Prompt: Your reproduction of the entries should be exact and should contain no pictures.

The input:
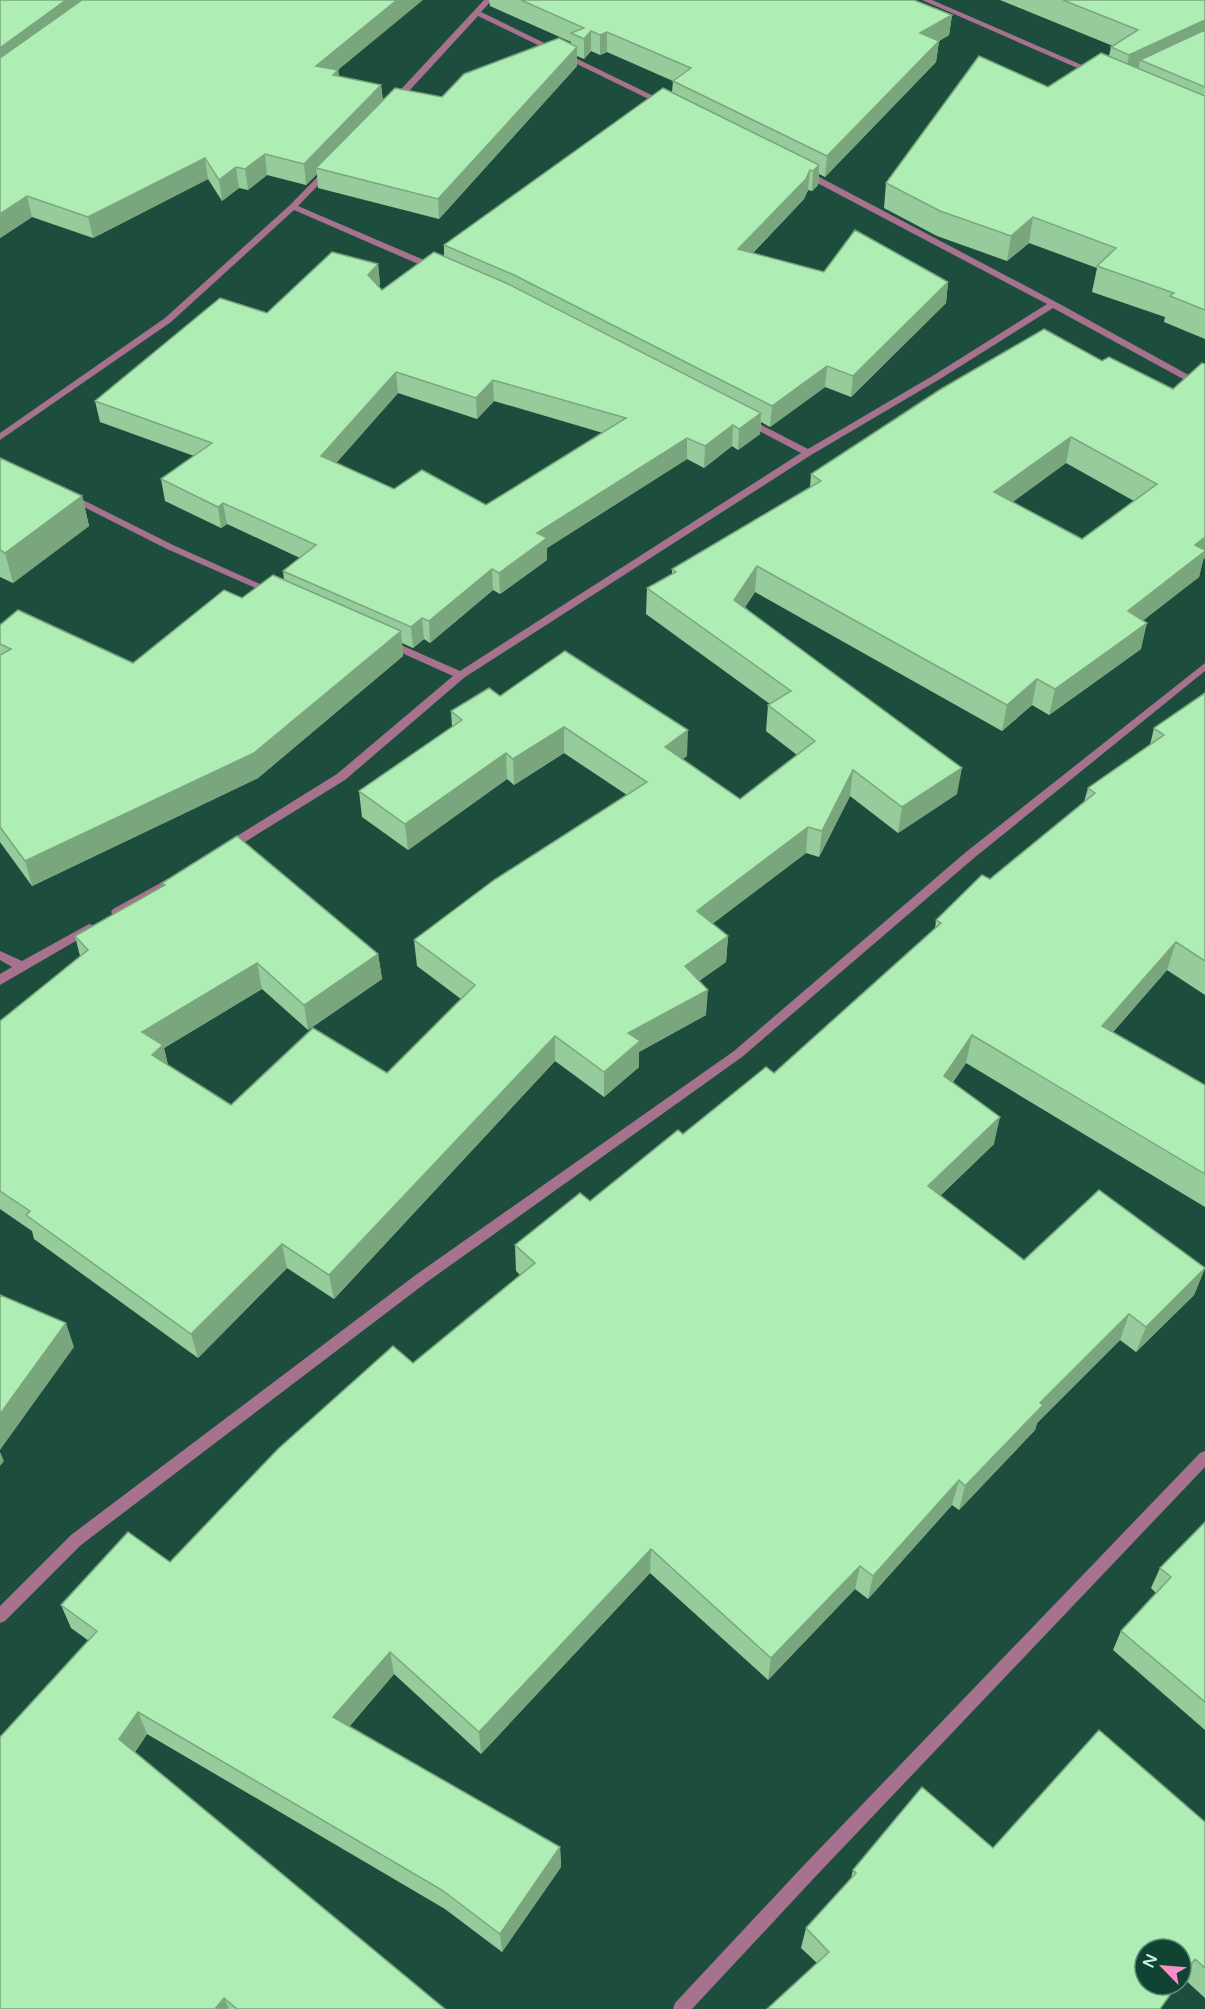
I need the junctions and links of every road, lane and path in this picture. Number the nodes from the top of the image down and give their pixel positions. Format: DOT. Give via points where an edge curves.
graph roads {
  1 [pos="488,0"];
  2 [pos="926,0"];
  3 [pos="478,13"];
  4 [pos="1102,75"];
  5 [pos="389,108"];
  6 [pos="677,110"];
  7 [pos="333,166"];
  8 [pos="792,166"];
  9 [pos="292,207"];
  10 [pos="446,272"];
  11 [pos="1053,304"];
  12 [pos="1205,388"];
  13 [pos="734,415"];
  14 [pos="0,437"];
  15 [pos="808,453"];
  16 [pos="64,493"];
  17 [pos="288,599"];
  18 [pos="375,637"];
  19 [pos="1205,666"];
  20 [pos="461,675"];
  21 [pos="216,855"];
  22 [pos="186,872"];
  23 [pos="0,954"];
  24 [pos="22,967"];
  25 [pos="0,980"];
  26 [pos="1205,1457"];
  27 [pos="0,1616"];
  28 [pos="681,2009"];
  1 -- 3 [label="street"];
  2 -- 4 [label="street"];
  3 -- 5 [label="street"];
  3 -- 6 [label="street"];
  7 -- 9 [label="street"];
  8 -- 11 [label="street"];
  9 -- 10 [label="street"];
  9 -- 14 [label="street" via="168,320"];
  11 -- 12 [label="street"];
  11 -- 15 [label="street"];
  13 -- 15 [label="street"];
  15 -- 20 [label="street"];
  16 -- 17 [label="street" via="170,547"];
  18 -- 20 [label="street"];
  19 -- 27 [label="street" via="970,855 738,1054 422,1278 76,1540"];
  20 -- 21 [label="street" via="341,777"];
  22 -- 24 [label="street"];
  23 -- 24 [label="street"];
  24 -- 25 [label="street"];
  26 -- 28 [label="street"];
}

Response for this exercise:
I need the junctions and links of every road, lane and path in this picture. Number the nodes from the top of the image down and give their pixel positions. Format: DOT. Give via points where an edge curves.
graph roads {
  1 [pos="488,0"];
  2 [pos="926,0"];
  3 [pos="478,13"];
  4 [pos="1102,75"];
  5 [pos="389,108"];
  6 [pos="677,110"];
  7 [pos="333,166"];
  8 [pos="792,166"];
  9 [pos="292,207"];
  10 [pos="446,272"];
  11 [pos="1053,304"];
  12 [pos="1205,388"];
  13 [pos="734,415"];
  14 [pos="0,437"];
  15 [pos="808,453"];
  16 [pos="64,493"];
  17 [pos="288,599"];
  18 [pos="375,637"];
  19 [pos="1205,666"];
  20 [pos="461,675"];
  21 [pos="216,855"];
  22 [pos="186,872"];
  23 [pos="0,954"];
  24 [pos="22,967"];
  25 [pos="0,980"];
  26 [pos="1205,1457"];
  27 [pos="0,1616"];
  28 [pos="681,2009"];
  1 -- 3 [label="street"];
  2 -- 4 [label="street"];
  3 -- 5 [label="street"];
  3 -- 6 [label="street"];
  7 -- 9 [label="street"];
  8 -- 11 [label="street"];
  9 -- 10 [label="street"];
  9 -- 14 [label="street" via="168,320"];
  11 -- 12 [label="street"];
  11 -- 15 [label="street"];
  13 -- 15 [label="street"];
  15 -- 20 [label="street"];
  16 -- 17 [label="street" via="170,547"];
  18 -- 20 [label="street"];
  19 -- 27 [label="street" via="970,855 738,1054 422,1278 76,1540"];
  20 -- 21 [label="street" via="341,777"];
  22 -- 24 [label="street"];
  23 -- 24 [label="street"];
  24 -- 25 [label="street"];
  26 -- 28 [label="street"];
}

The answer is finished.